Task to complete:
Only the lines containing the string "graph" are needed; copy all of them from the listing.
········
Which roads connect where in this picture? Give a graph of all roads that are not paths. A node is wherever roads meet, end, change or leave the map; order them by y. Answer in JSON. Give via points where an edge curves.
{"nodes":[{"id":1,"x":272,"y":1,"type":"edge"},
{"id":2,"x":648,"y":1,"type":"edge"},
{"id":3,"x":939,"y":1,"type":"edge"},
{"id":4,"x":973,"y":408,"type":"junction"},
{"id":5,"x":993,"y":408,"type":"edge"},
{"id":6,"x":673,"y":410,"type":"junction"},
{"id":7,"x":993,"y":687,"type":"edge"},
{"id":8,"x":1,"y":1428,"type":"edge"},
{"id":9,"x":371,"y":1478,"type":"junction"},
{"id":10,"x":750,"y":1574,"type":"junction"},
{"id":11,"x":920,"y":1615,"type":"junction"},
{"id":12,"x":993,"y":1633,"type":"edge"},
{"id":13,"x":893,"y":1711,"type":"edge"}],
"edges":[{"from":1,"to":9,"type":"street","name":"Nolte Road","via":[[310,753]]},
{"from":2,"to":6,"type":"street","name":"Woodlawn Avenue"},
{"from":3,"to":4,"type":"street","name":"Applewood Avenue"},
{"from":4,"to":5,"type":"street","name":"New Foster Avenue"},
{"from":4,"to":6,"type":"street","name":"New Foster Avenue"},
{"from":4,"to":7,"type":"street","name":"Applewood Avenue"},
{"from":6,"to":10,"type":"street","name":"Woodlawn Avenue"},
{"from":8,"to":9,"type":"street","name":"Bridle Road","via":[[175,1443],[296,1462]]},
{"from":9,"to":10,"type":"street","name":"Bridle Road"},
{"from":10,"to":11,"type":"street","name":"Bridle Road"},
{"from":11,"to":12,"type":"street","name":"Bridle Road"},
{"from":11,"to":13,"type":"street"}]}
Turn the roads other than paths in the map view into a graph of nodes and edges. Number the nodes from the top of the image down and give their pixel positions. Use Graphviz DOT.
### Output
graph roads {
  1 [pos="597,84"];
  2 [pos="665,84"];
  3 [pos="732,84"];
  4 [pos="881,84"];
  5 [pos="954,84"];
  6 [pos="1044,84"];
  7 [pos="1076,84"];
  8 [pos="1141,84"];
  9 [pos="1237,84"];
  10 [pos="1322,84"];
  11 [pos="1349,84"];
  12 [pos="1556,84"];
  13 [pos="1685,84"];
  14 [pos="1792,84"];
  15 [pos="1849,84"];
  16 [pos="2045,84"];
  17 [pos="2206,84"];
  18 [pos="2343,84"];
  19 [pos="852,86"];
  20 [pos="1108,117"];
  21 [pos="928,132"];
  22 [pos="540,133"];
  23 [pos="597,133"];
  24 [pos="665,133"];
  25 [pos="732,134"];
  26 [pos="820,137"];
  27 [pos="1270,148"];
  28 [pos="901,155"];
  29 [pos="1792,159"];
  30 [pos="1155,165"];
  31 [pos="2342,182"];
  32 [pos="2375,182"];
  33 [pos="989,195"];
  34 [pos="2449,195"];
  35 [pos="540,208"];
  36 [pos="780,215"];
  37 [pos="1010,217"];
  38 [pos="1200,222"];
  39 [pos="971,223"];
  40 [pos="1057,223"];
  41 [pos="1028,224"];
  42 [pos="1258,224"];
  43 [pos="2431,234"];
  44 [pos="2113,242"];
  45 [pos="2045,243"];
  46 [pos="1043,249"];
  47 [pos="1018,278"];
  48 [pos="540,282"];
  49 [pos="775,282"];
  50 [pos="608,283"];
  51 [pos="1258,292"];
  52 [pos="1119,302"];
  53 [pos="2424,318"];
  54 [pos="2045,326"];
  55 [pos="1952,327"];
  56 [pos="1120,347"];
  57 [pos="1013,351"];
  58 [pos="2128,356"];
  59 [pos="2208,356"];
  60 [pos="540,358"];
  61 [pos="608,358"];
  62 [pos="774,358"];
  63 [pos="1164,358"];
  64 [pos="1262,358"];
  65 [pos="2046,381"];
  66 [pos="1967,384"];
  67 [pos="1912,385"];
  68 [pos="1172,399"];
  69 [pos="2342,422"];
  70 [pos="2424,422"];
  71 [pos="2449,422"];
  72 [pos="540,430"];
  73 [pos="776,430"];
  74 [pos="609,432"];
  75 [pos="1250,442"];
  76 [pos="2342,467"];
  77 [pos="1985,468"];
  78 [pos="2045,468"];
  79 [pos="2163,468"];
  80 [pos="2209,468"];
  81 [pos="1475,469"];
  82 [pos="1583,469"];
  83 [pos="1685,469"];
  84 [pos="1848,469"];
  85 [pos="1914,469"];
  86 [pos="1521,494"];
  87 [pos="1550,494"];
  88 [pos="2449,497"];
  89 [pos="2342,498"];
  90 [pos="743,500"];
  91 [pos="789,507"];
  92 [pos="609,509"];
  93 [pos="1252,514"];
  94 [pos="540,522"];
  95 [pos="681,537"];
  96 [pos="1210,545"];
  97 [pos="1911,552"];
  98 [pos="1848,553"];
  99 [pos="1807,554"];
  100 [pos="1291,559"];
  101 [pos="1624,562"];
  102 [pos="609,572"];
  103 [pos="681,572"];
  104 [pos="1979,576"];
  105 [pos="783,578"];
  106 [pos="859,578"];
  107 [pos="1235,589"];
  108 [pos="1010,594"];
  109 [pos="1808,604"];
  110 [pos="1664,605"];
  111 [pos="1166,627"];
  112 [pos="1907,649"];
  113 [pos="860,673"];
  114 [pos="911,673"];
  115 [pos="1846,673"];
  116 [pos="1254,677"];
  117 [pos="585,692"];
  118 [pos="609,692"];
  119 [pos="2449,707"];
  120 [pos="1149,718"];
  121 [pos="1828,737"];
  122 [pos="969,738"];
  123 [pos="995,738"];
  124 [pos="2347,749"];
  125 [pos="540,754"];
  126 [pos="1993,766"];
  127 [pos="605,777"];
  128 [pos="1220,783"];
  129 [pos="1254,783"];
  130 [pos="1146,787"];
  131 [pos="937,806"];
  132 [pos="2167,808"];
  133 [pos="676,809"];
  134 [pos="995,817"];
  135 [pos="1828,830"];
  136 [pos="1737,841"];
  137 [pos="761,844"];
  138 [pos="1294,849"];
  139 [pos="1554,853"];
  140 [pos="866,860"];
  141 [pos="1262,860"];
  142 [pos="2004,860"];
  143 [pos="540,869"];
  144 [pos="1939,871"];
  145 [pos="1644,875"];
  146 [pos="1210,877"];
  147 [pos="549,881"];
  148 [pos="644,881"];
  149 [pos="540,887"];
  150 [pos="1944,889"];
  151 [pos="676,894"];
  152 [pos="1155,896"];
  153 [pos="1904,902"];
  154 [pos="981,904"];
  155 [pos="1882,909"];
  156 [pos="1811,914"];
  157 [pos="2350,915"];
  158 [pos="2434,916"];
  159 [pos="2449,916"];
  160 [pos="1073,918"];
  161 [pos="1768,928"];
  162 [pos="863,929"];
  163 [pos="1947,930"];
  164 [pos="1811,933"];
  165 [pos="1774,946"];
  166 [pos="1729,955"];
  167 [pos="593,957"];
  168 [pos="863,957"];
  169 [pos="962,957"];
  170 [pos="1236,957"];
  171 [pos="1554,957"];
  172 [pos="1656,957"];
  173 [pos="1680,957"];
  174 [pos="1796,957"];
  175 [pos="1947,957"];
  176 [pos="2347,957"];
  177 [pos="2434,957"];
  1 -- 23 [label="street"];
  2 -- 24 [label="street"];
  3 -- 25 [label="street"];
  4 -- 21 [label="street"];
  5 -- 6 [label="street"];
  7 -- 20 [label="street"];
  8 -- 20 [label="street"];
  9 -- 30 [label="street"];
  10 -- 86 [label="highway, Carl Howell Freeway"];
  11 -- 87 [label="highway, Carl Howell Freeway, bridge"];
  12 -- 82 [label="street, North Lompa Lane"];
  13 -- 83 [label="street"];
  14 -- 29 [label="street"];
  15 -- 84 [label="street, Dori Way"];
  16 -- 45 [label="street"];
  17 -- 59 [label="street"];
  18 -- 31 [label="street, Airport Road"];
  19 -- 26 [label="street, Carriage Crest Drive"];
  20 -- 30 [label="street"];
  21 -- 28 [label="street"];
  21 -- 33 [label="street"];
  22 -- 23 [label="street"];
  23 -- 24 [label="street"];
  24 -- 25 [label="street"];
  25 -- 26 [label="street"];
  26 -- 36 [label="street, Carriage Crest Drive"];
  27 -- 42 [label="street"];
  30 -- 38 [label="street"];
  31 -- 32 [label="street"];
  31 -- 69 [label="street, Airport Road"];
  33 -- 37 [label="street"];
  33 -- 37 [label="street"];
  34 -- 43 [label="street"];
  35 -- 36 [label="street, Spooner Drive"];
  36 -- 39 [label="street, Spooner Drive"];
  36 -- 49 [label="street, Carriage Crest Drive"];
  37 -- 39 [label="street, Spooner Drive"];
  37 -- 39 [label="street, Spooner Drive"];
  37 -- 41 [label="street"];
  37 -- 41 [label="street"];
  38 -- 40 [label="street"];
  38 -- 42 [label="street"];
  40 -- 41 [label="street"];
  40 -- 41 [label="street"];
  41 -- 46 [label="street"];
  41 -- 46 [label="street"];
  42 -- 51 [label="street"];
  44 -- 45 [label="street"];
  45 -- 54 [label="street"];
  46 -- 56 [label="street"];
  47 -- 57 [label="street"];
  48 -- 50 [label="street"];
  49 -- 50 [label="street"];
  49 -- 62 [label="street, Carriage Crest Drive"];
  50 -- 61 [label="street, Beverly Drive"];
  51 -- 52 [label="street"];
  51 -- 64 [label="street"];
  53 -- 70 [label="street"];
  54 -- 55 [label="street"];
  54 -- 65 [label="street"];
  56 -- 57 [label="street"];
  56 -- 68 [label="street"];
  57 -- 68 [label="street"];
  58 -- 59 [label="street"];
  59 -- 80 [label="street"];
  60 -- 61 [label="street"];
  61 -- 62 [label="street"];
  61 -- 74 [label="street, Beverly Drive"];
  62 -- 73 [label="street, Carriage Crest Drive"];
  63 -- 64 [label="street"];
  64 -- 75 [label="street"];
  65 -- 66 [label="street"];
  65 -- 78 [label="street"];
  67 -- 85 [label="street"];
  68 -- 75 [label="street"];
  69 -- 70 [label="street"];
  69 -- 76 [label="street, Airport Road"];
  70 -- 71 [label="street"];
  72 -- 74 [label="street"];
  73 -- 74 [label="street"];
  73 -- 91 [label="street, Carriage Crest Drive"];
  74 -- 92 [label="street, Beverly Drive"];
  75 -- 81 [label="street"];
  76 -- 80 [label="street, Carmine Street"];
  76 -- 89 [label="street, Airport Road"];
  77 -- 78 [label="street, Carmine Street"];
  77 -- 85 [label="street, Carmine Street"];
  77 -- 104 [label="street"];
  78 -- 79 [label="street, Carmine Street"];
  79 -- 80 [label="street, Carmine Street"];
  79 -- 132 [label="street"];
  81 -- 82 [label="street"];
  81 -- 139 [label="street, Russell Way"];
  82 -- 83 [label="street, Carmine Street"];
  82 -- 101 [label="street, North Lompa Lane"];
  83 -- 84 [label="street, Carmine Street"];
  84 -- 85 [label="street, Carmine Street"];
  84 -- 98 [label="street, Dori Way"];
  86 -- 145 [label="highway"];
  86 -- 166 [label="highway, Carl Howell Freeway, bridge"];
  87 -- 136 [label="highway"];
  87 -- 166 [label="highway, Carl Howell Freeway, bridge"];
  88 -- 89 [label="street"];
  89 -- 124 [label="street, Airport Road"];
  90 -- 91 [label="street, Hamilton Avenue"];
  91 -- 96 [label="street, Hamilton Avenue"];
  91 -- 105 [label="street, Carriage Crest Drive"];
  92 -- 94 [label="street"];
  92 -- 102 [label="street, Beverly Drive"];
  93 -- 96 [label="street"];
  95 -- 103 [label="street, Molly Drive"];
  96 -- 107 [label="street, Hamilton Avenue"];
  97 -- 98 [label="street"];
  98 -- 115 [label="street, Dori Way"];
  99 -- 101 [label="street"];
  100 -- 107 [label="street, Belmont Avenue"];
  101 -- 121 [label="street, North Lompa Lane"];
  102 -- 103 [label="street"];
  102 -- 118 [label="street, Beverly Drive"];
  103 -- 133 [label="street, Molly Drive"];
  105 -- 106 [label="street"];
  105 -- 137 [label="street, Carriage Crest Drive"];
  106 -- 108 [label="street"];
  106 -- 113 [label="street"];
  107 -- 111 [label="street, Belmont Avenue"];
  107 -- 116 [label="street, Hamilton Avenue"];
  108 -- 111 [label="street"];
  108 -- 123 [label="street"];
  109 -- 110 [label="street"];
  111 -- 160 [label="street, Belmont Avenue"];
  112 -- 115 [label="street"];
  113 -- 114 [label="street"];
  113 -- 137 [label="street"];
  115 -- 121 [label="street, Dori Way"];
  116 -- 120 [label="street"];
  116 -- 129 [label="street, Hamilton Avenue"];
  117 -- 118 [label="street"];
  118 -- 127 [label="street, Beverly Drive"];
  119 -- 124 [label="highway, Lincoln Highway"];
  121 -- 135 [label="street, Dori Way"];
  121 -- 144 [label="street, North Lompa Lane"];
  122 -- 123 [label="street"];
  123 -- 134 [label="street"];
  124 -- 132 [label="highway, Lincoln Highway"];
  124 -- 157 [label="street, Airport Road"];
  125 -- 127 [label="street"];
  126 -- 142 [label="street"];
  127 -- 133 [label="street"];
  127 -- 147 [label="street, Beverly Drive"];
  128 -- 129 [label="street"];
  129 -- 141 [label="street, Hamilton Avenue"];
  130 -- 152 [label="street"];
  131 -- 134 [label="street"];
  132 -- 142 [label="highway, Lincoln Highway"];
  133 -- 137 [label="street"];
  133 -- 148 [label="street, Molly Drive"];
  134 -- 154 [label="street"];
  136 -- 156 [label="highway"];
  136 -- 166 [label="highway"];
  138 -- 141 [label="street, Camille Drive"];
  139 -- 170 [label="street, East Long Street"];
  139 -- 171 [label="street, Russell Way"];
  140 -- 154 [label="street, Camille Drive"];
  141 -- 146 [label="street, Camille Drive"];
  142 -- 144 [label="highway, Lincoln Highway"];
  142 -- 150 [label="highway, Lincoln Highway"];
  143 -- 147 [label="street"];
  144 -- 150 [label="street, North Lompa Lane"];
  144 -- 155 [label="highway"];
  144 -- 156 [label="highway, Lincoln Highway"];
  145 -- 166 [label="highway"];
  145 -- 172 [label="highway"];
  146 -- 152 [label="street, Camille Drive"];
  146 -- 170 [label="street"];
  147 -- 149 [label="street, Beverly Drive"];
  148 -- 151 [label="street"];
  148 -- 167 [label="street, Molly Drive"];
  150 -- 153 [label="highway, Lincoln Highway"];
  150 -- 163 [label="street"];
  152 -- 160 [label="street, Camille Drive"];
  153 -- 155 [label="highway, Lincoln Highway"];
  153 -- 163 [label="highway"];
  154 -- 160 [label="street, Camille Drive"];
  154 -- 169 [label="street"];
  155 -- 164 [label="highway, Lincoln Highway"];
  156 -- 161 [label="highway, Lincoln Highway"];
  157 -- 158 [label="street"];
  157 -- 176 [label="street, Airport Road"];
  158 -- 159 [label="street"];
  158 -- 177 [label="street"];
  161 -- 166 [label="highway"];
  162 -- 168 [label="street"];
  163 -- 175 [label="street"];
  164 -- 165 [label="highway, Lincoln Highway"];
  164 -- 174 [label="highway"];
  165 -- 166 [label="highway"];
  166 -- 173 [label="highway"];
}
········
Your response:
Which roads connect where in this picture? Give a graph of all roads that are not paths. A node is wherever roads meet, end, change or leave the map; order them by y. Answer in JSON. Give via points where an edge curves.
Turn the roads other than paths in the map view into a graph of nodes and edges. Number the nodes from the top of the image down and give their pixel positions. Use Graphviz DOT.
graph roads {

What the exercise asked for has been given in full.